= Task instructions =
Only lines holding the word "bubble" are wanted from the records; copy all of them.

[Collected data entries]
____
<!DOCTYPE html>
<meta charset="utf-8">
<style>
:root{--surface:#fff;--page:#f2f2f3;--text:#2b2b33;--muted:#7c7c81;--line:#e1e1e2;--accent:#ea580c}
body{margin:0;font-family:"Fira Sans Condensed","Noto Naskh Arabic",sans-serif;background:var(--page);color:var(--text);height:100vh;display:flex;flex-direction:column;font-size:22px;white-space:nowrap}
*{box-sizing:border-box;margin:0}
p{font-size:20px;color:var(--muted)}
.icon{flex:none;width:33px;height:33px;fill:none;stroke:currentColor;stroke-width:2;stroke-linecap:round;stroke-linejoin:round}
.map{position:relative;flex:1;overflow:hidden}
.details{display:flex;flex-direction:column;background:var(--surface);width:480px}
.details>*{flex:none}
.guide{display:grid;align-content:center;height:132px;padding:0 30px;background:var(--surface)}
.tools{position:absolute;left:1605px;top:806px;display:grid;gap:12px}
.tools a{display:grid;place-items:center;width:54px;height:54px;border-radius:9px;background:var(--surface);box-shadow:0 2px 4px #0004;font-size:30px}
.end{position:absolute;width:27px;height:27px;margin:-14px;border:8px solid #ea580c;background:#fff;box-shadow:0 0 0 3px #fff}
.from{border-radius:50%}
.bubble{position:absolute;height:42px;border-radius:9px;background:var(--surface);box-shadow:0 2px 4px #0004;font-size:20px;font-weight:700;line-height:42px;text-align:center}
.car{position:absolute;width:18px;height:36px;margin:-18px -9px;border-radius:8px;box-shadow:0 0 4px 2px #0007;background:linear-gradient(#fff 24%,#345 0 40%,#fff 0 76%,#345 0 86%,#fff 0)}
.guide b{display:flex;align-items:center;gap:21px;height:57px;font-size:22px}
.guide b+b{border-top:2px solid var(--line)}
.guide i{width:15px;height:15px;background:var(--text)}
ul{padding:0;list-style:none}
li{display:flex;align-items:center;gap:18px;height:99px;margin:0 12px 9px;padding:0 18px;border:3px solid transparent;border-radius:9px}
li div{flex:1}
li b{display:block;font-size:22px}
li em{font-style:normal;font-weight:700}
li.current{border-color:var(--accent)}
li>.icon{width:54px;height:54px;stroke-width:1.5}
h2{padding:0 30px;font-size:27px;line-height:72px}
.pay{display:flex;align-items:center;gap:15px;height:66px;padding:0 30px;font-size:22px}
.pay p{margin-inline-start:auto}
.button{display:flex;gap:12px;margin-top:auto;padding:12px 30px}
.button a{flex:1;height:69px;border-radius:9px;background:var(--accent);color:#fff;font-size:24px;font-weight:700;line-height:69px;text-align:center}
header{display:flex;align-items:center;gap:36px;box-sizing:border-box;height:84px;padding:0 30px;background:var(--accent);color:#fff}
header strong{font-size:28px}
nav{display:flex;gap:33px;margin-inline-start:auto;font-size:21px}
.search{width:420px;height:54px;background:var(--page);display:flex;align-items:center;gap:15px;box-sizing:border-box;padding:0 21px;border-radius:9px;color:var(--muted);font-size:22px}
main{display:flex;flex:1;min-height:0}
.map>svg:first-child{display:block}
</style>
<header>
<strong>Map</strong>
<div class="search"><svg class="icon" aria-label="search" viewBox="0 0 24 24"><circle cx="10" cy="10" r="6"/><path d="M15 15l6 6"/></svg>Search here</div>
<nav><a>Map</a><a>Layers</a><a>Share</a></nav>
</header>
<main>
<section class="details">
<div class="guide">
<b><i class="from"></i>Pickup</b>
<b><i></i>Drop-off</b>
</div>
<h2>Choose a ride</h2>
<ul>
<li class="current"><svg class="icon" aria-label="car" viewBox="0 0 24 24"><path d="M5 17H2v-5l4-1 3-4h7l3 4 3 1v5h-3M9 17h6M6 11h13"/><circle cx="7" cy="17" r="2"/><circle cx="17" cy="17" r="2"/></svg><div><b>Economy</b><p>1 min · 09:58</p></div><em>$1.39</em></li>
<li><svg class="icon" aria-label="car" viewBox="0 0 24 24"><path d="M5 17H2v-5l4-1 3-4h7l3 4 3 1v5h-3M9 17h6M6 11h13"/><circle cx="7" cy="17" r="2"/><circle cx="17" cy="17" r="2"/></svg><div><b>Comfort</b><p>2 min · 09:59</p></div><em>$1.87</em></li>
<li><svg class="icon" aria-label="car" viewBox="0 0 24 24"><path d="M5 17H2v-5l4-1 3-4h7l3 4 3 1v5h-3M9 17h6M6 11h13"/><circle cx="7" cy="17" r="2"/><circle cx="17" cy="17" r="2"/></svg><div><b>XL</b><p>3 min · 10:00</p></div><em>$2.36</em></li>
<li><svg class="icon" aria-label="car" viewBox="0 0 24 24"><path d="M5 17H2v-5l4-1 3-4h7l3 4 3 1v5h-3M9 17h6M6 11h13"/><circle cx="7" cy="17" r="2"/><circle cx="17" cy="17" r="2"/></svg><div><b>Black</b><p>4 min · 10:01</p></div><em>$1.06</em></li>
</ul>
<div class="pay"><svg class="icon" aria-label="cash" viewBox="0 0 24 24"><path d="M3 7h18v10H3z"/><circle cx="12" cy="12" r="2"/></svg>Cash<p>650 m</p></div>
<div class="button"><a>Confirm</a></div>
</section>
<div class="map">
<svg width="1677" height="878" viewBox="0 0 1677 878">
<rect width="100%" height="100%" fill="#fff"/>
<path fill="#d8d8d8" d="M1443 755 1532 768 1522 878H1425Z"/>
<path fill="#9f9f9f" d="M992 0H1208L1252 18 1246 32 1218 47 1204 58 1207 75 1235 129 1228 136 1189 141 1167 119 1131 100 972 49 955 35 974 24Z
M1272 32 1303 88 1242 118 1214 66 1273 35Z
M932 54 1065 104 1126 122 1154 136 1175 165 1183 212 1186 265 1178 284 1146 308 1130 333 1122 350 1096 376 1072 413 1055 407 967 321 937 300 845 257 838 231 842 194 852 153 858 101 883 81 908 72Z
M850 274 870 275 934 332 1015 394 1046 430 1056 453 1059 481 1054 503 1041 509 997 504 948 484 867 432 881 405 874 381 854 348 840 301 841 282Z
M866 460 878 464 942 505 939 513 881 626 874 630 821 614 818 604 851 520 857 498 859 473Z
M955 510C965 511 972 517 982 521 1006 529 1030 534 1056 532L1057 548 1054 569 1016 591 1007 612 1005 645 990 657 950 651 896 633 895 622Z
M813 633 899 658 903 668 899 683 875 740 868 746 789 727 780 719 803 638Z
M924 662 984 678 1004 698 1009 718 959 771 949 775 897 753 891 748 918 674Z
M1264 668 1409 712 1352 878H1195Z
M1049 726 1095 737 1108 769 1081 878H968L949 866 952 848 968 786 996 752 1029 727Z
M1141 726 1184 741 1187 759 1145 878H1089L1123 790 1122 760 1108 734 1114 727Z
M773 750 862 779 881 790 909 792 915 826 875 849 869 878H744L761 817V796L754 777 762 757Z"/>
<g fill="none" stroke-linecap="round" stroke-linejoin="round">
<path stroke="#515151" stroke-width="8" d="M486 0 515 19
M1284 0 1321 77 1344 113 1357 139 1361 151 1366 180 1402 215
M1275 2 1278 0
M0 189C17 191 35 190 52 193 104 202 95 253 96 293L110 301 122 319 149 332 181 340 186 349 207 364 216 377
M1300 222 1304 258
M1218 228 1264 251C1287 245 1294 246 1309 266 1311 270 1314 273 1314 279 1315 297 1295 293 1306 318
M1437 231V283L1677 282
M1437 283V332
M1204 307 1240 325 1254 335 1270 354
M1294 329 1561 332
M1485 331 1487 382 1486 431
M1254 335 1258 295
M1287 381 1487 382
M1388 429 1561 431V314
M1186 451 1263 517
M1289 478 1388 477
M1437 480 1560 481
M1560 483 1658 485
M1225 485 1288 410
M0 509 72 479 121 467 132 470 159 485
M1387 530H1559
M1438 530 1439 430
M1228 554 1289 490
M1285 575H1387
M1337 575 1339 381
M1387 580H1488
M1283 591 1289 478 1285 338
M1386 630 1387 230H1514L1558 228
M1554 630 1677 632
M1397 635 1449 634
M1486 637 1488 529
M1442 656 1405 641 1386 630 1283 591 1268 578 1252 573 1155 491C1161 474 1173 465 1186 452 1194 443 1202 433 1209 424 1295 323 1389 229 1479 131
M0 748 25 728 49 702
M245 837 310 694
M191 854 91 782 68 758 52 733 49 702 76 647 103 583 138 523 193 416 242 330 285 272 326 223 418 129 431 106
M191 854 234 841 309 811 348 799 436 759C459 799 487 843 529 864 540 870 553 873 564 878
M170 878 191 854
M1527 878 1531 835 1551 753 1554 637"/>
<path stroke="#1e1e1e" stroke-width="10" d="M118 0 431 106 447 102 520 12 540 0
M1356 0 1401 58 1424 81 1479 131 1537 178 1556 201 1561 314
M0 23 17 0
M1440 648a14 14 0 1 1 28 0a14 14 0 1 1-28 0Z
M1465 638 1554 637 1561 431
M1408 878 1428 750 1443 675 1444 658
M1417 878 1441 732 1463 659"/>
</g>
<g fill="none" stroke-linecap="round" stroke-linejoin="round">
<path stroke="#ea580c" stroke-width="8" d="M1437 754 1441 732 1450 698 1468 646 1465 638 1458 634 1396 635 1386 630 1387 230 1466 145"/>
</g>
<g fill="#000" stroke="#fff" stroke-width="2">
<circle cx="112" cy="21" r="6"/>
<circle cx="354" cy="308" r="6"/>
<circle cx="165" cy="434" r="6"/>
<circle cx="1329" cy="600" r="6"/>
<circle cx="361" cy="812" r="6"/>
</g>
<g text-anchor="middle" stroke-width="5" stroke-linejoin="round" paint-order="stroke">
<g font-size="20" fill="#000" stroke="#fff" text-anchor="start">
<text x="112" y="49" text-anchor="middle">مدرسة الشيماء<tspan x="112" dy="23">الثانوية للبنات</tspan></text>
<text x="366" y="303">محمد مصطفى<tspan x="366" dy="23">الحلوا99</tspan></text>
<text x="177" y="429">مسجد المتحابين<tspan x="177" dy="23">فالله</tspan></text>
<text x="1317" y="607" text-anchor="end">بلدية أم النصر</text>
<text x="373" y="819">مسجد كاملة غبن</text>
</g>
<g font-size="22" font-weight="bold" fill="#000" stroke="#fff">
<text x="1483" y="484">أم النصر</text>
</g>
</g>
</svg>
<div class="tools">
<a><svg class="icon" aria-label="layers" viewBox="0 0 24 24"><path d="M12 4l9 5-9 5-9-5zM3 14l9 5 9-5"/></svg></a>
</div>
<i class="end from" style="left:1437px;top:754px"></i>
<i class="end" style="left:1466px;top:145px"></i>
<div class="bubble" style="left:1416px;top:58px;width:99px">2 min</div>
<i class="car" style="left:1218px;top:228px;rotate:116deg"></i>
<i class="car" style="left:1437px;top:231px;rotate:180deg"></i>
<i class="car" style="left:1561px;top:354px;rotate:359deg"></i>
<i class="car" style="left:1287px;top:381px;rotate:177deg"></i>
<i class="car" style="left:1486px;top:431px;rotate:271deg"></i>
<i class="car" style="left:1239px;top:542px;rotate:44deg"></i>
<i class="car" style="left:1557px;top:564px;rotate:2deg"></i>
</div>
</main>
____
= The answer =
.bubble{position:absolute;height:42px;border-radius:9px;background:var(--surface);box-shadow:0 2px 4px #0004;font-size:20px;font-weight:700;line-height:42px;text-align:center}
<div class="bubble" style="left:1416px;top:58px;width:99px">2 min</div>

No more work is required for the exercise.